Holy moly, how did we get here already? I swear each year the holiday season creeps up on me faster and faster. We are 34 days away from Christmas and I haven’t bought one single present. Yep, I’m that person. The holiday season for me however, has never been about the gifts; it’s always been about the feasts! I love everything about them: getting together with friends you haven’t seen in a while over drinks, sitting around my parents’ house hanging with my sisters and taste testing mom’s latest creations, holiday potlucks at work, and this year I’m hosting my first Friendsgiving. It is the atmosphere of all those events that I love. Everyone is usually genuinely happy to be putting a pause on our fast paced lives and gather for a night of laughs and good company. It makes you feel like a carefree child again to bust out those traditions like the game of monopoly, or skip bo. The last thing I want to worry about when my family is dishing up their plates and sitting around the dinner table is weighing and measuring every little thing I’m putting on mine. Flexible eating is exactly that, flexible. It shouldn’t impact your life any more than it needs to. You should be able to enjoy these times while eating in a way favorable to your body composition and health. One of the biggest rules of a successful, SUSTAINABLE diet is that you can eat whatever you want, in moderation. We want you to head into your Thanksgiving meal this week confident in your food choices and to enjoy your time with your family. If you want a slice of pumpkin pie, have one! Dish yourself up a piece, enjoy every savory bite and then move on. Moderation is huge in flexible dieting success and one piece of pumpkin pie is not going to completely sabotage all your hard work. That being said, one piece of pumpkin pie, 3 sugar cookies, some fudge and a handful of sugared pecans will. Here are some tips I want you to keep in mind when heading to your holiday dinner:
#1 Hit your protein first. Fill your plate with the amount of turkey or ham you need to meet the remaining protein for the day. Didn’t pack your scale or just feel silly weighing at your weird Uncle Chester’s house? That’s okay. Guesstimate as close as possible, I’ll add a chart at the bottom of this post for you to reference for portion sizes using your hand, palm and fingertips when you are trying to guesstimate.

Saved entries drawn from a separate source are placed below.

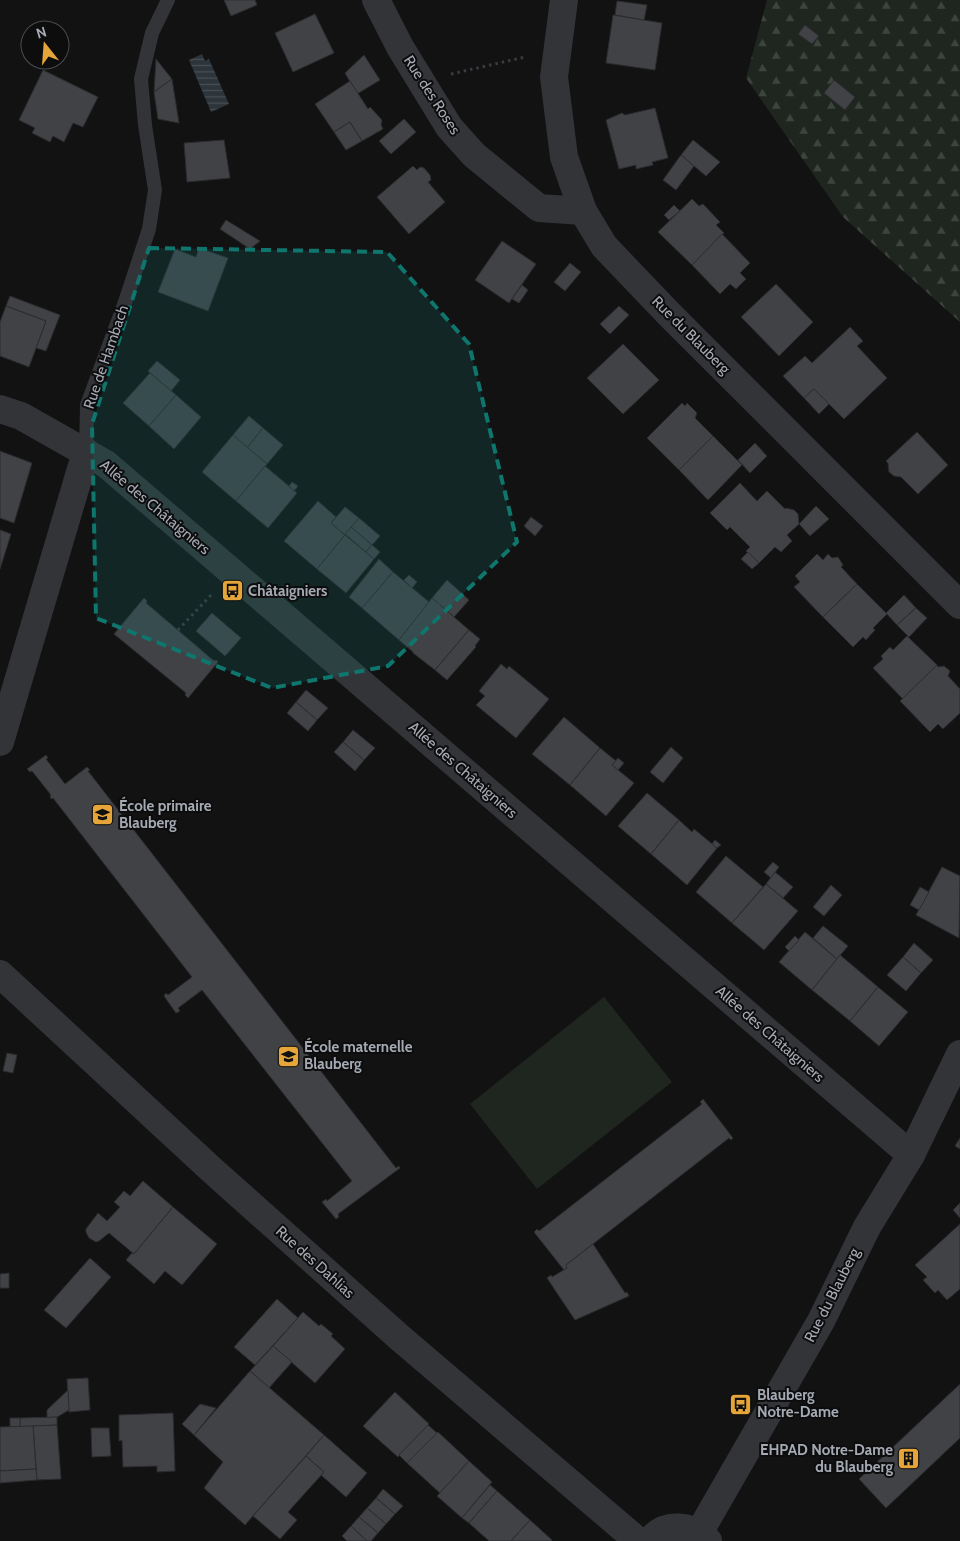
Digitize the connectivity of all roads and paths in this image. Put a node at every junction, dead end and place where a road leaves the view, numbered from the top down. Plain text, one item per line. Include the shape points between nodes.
1 (168, 0) edge
2 (376, 0) edge
3 (564, 0) edge
4 (558, 50) junction
5 (420, 81) junction
6 (583, 211) junction
7 (0, 409) edge
8 (86, 452) junction
9 (233, 573) junction
10 (960, 605) edge
11 (178, 630) dead end
12 (0, 742) edge
13 (0, 974) edge
14 (960, 1054) edge
15 (911, 1155) junction
16 (703, 1537) edge
17 (638, 1541) edge
18 (650, 1541) edge

1 - 8 lane, Rue de Hambach via 152,33 141,79 155,190 149,229 87,405
2 - 5 street, Rue des Roses
3 - 4 street, Rue du Blauberg
4 - 5 path
4 - 6 street, Rue du Blauberg via 554,77 564,157
5 - 6 street, Rue des Roses via 449,127 474,155 539,208
6 - 10 street, Rue du Blauberg via 604,246 668,313
7 - 8 street, Allée des Châtaigniers via 21,416
8 - 9 street, Allée des Châtaigniers via 106,464
8 - 12 street, Rue de Hambach
9 - 11 path
9 - 15 street, Allée des Châtaigniers
13 - 17 street, Rue des Dahlias via 377,1317
14 - 15 street, Rue du Blauberg
15 - 16 street, Rue du Blauberg via 867,1227 821,1321
16 - 18 street via 687,1528 675,1527 663,1530

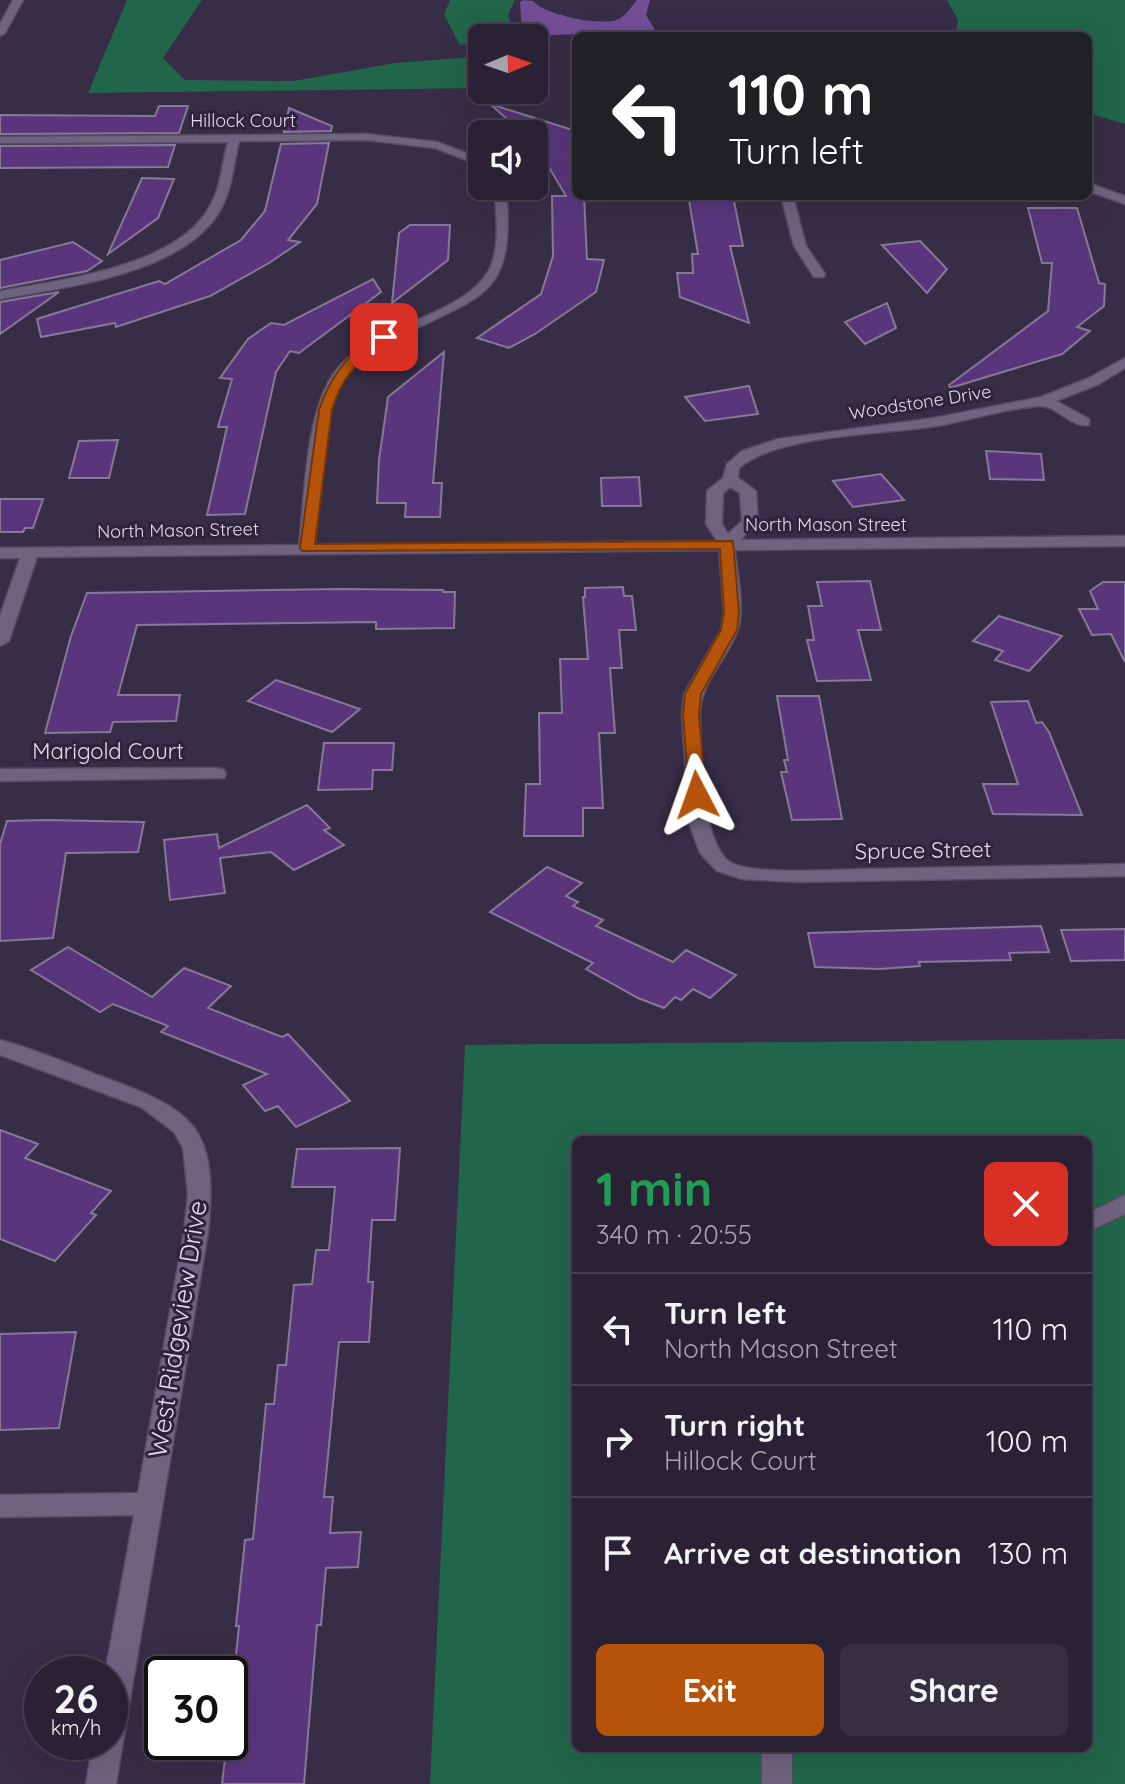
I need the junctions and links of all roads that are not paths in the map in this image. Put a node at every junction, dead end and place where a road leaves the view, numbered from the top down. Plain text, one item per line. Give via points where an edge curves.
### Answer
1 (18, 0) edge
2 (0, 33) edge
3 (234, 138) junction
4 (0, 140) edge
5 (468, 157) edge
6 (1092, 188) edge
7 (500, 200) edge
8 (788, 200) edge
9 (1125, 200) edge
10 (819, 274) dead end
11 (0, 295) edge
12 (1125, 362) edge
13 (1045, 401) junction
14 (1084, 422) dead end
15 (730, 480) junction
16 (1125, 541) edge
17 (727, 544) junction
18 (307, 548) junction
19 (0, 553) edge
20 (30, 553) junction
21 (0, 641) edge
22 (217, 774) dead end
23 (0, 775) edge
24 (1125, 870) edge
25 (0, 1047) edge
26 (1125, 1204) edge
27 (1092, 1221) edge
28 (148, 1504) junction
29 (0, 1506) edge
30 (123, 1656) edge
31 (777, 1752) edge
32 (105, 1760) edge
33 (101, 1784) edge
34 (777, 1784) edge

1 - 2 street
3 - 4 street, Hillock Court
3 - 5 street, Hillock Court via 394,139 437,145
3 - 11 street via 212,213 177,243 100,275
6 - 9 street
7 - 18 street via 500,259 490,279 460,302 368,346 338,376 326,410
8 - 10 street via 800,246
12 - 13 street, Woodstone Drive
13 - 14 street
13 - 15 street, Woodstone Drive via 783,442 738,459
15 - 17 street, Woodstone Drive via 715,491 714,524
15 - 17 street via 748,491 750,522
16 - 17 street, North Mason Street
17 - 18 street, North Mason Street
17 - 24 street, Spruce Street via 729,630 693,694 691,715 699,823 710,853 724,867 799,876
18 - 20 street, North Mason Street
19 - 20 street, North Mason Street
20 - 21 street
22 - 23 street, Marigold Court
25 - 28 street, West Ridgeview Drive via 149,1102 182,1127 194,1148 200,1194 196,1232
26 - 27 street
28 - 29 street
28 - 30 street, West Ridgeview Drive
31 - 34 street
32 - 33 street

#2 Fill almost the rest of your plate with vegetables. These are nutrient dense and will fill you up without completely pushing you over on carbs and fats.

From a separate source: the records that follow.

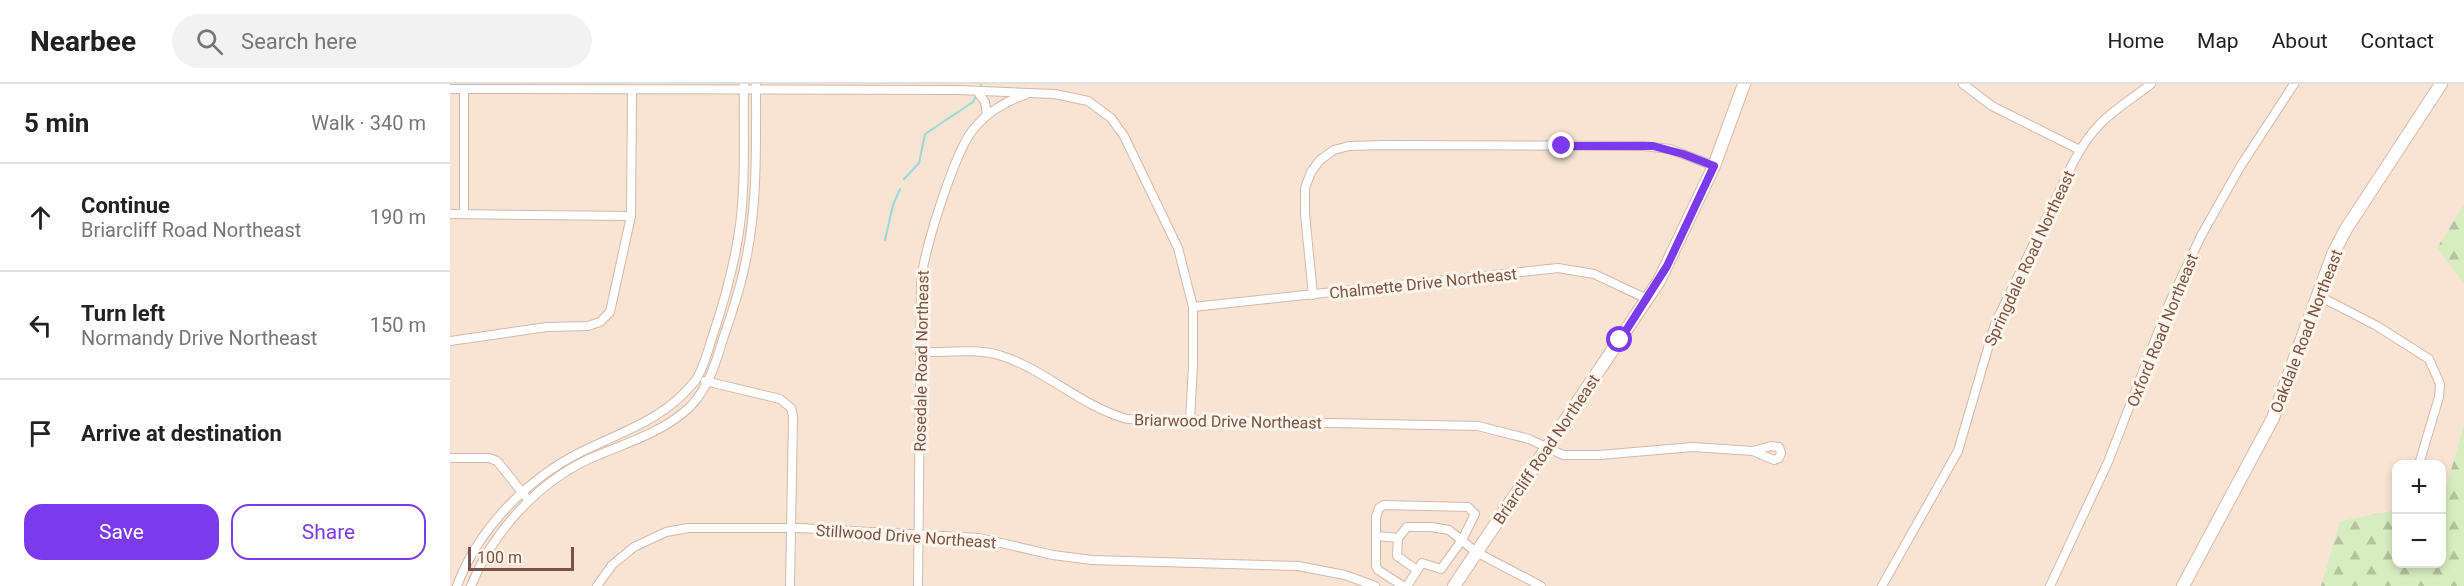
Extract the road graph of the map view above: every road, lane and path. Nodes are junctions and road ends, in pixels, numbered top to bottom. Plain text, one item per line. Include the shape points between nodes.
1 (1744, 84) edge
2 (1963, 84) edge
3 (2151, 84) edge
4 (2294, 84) edge
5 (2441, 84) edge
6 (744, 87) edge
7 (756, 87) edge
8 (959, 87) edge
9 (450, 89) edge
10 (464, 89) junction
11 (632, 90) junction
12 (977, 91) junction
13 (1034, 93) junction
14 (987, 115) junction
15 (2080, 150) junction
16 (1714, 166) junction
17 (450, 214) edge
18 (464, 214) junction
19 (631, 216) junction
20 (733, 264) junction
21 (744, 267) junction
22 (2317, 294) junction
23 (1313, 295) junction
24 (1647, 299) junction
25 (1194, 307) junction
26 (450, 341) edge
27 (920, 352) junction
28 (697, 378) junction
29 (708, 382) junction
30 (1190, 421) junction
31 (1548, 447) junction
32 (1753, 451) dead end
33 (450, 458) edge
34 (2420, 460) edge
35 (522, 493) junction
36 (529, 501) junction
37 (791, 528) junction
38 (919, 535) junction
39 (1376, 536) junction
40 (1398, 538) junction
41 (1462, 540) junction
42 (1476, 552) junction
43 (1417, 570) junction
44 (1389, 582) edge
45 (457, 586) edge
46 (471, 586) edge
47 (597, 586) edge
48 (790, 586) edge
49 (918, 586) edge
50 (1375, 586) edge
51 (1405, 586) edge
52 (1454, 586) edge
53 (1541, 586) edge
54 (1882, 586) edge
55 (2049, 586) edge
56 (2183, 586) edge

1 - 16 main road, Briarcliff Road Northeast
2 - 15 street via 1992,106
3 - 15 street, Springdale Road Northeast via 2108,114
4 - 55 street, Oxford Road Northeast via 2201,236 2169,304 2105,471
5 - 22 main road, Oakdale Road Northeast via 2346,229
6 - 7 street
6 - 11 street
6 - 20 street via 741,207
7 - 8 street
7 - 21 street via 753,197
8 - 12 street
9 - 10 street
10 - 11 street
10 - 18 street
11 - 19 street
12 - 13 street
12 - 14 street via 985,102
13 - 14 street, Rosedale Road Northeast
13 - 25 street via 1083,99 1102,110 1117,126 1173,233
14 - 27 street, Rosedale Road Northeast via 965,143 925,256 921,273
15 - 54 street, Springdale Road Northeast via 1995,324 1954,458
16 - 23 street via 1670,149 1644,146 1339,148 1320,160 1305,188
16 - 24 main road, Briarcliff Road Northeast
17 - 18 street
18 - 19 street
19 - 26 street via 612,307 600,322
20 - 21 street
20 - 28 street via 722,309
21 - 29 street
22 - 34 street via 2429,359 2440,384 2439,397
22 - 56 main road, Oakdale Road Northeast via 2273,418
23 - 24 street, Chalmette Drive Northeast via 1558,268 1594,274
23 - 25 street, Chalmette Drive Northeast
24 - 31 main road, Briarcliff Road Northeast
25 - 30 street
27 - 30 street, Briarwood Drive Northeast via 998,355 1111,414 1136,420
27 - 38 street, Rosedale Road Northeast
28 - 29 street
28 - 35 street via 666,411 579,453
29 - 36 street via 683,413 571,468
29 - 37 street via 780,399 791,408
30 - 31 street, Briarwood Drive Northeast via 1478,426
31 - 32 street, Briarwood Drive Northeast via 1563,455 1693,447
31 - 42 main road, Briarcliff Road Northeast
33 - 35 street via 497,461
35 - 36 street
35 - 45 street via 490,527
36 - 46 street via 489,552
37 - 38 street, Stillwood Drive Northeast
37 - 47 street, Stillwood Drive Northeast via 688,528 666,532 622,555
37 - 48 street
38 - 49 street, Rosedale Road Northeast
38 - 50 street, Stillwood Drive Northeast via 991,540 1092,560 1298,566
39 - 40 street
39 - 41 street via 1377,511 1384,505 1468,507 1475,514
39 - 44 street via 1376,566
40 - 41 street via 1407,527 1431,527 1449,531
40 - 43 street via 1397,556
41 - 42 street
41 - 43 street via 1441,569 1422,563
42 - 52 main road, Briarcliff Road Northeast
42 - 53 street
43 - 51 street
44 - 51 street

#3 Stay away from foods heavy in fats. Gravy, butter, stuffing, and Grandma’s cheesy casserole all contain higher fats and fats are very easy to go over on. By avoiding these items, you are giving yourself a better chance at staying as close as possible to your daily macros while guesstimating your meal.

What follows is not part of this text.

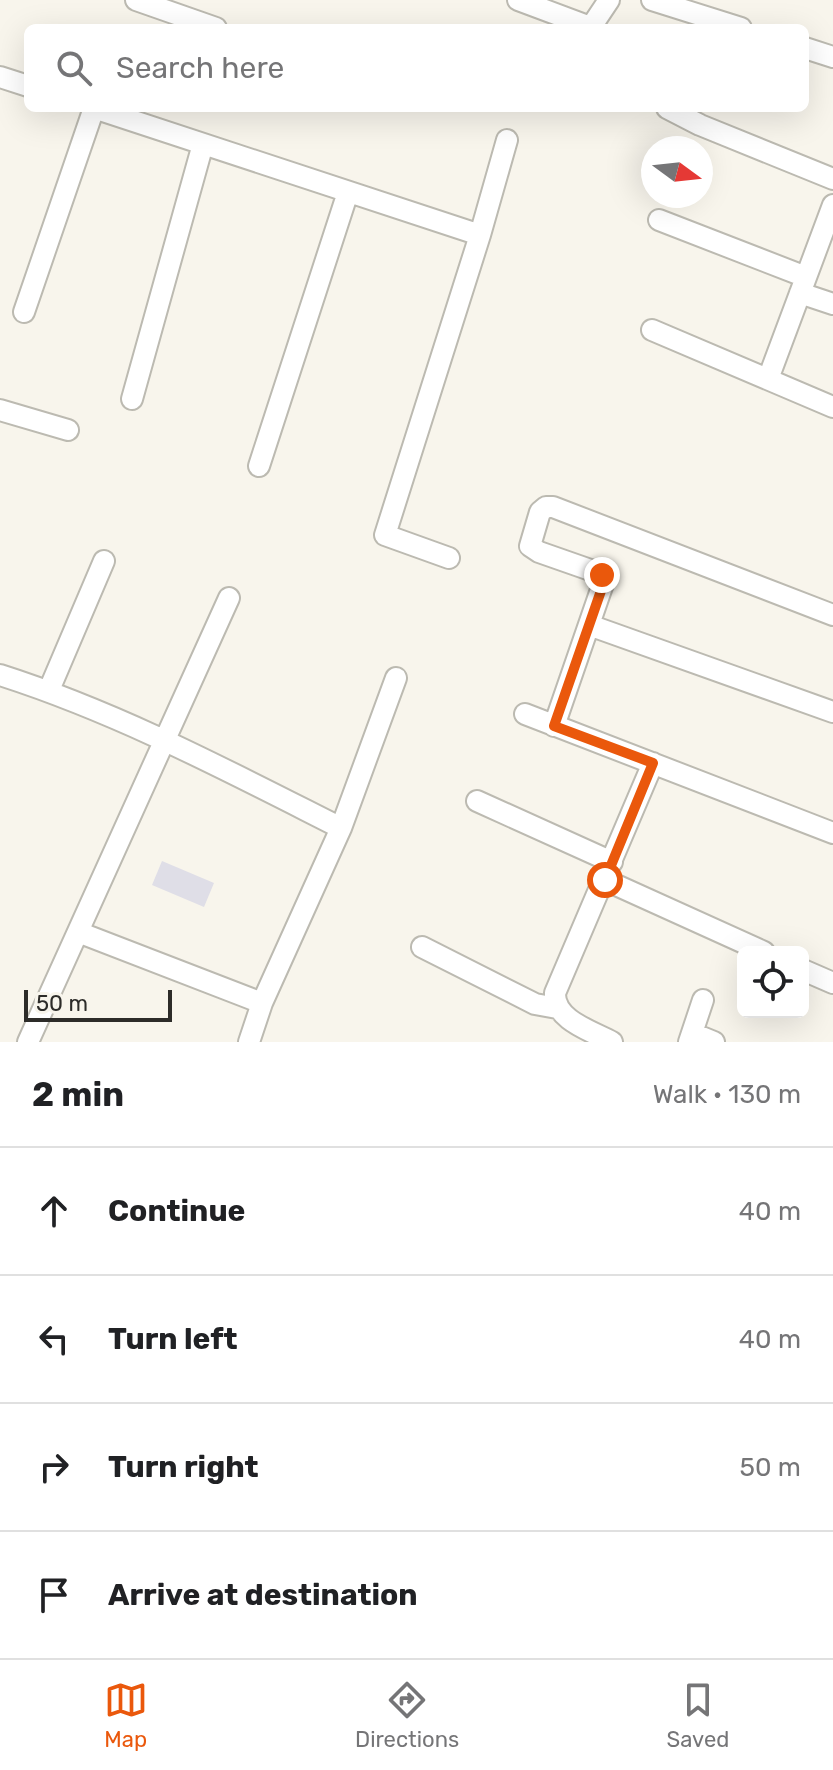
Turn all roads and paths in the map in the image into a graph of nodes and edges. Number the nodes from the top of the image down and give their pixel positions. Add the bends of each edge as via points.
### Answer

#4 Knowing you are going to be enjoying a piece of pumpkin pie, or a serving of mashed potatoes at dinner, keep carbs and fats low in the start of your day, save them for your holiday meal.
#5 Enjoy the time with your family and stop stressing about being exact on your macros! By following the tips above and making SMART decisions about your food, you will not reverse all the hard work you’ve already put in. Choose wisely, keep moderation in mind, and go to bed happy knowing you didn’t eat until you were stuffed and you’re still headed in the right direction with your progress. That being said, if you are heaping your plate and eating as much as possible with the attitude of “I already messed up so I’m going buck wild!” you will probably wake up the next day feeling and weighing in heavier. Don’t let this be you, grab the bull by the horns, take control, have a plan and remember you have the power!